What is RCCL?

What is RCCL?#

The ROCm Communication Collectives Library (RCCL) includes multi-GPU and multi-node collective communication primitives optimized for AMD GPUs. It implements routines such as all-reduce, all-gather, reduce, broadcast, reduce-scatter, gather, scatter, all-to-allv, and all-to-all, as well as direct point-to-point (GPU-to-GPU) send and receive operations. It is optimized to achieve high bandwidth on platforms using PCIe and xGMI and networking using InfiniBand Verbs or TCP/IP sockets. RCCL supports an arbitrary number of GPUs installed in a single node or multiple nodes and can be used in either single- or multi-process (for example, MPI) applications.

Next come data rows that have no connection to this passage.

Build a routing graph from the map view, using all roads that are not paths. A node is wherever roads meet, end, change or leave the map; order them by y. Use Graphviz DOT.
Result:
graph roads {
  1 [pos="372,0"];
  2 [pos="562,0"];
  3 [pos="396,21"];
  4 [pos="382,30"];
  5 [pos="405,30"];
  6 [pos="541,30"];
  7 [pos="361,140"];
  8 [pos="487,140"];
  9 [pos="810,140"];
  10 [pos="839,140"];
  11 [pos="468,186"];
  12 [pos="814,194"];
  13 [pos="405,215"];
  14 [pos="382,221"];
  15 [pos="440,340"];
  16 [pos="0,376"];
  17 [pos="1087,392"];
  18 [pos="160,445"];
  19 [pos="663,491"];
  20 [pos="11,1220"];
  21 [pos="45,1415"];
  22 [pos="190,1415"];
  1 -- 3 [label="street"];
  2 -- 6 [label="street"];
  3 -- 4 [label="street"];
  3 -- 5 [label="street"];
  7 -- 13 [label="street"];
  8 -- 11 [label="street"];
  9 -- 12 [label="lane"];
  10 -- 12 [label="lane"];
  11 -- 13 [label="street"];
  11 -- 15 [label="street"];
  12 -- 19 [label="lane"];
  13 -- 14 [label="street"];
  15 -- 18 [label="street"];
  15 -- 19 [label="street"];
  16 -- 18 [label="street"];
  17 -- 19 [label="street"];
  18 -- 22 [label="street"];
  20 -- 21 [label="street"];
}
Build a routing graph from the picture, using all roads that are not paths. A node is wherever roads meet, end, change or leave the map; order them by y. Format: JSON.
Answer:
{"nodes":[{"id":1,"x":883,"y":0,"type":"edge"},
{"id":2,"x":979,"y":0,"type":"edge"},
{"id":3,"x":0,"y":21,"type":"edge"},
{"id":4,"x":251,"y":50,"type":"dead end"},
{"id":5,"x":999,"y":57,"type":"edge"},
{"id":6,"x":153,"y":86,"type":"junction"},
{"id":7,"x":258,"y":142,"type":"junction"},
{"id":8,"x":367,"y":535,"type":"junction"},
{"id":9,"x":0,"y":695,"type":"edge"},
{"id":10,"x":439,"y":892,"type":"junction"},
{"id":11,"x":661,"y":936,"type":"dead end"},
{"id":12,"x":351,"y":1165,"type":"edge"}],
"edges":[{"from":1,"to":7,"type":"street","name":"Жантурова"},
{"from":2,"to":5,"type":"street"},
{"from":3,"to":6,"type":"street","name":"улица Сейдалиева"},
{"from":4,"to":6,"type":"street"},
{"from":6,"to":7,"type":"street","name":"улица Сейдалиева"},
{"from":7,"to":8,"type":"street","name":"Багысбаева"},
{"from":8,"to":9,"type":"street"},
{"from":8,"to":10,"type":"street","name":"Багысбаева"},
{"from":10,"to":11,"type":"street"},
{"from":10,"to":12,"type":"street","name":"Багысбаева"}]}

The collective operations are implemented using ring and tree algorithms and have been optimized for throughput and latency by leveraging topology awareness, high-speed interconnects, and RDMA-based collectives. For best performance, small operations can be either batched into larger operations or aggregated through the API.

RCCL uses PCIe and xGMI high-speed interconnects for intra-node communication as well as InfiniBand, RoCE, and TCP/IP for inter-node communication. It supports an arbitrary number of GPUs installed in a single-node or multi-node platform and can easily integrate into single- or multi-process (for example, MPI) applications.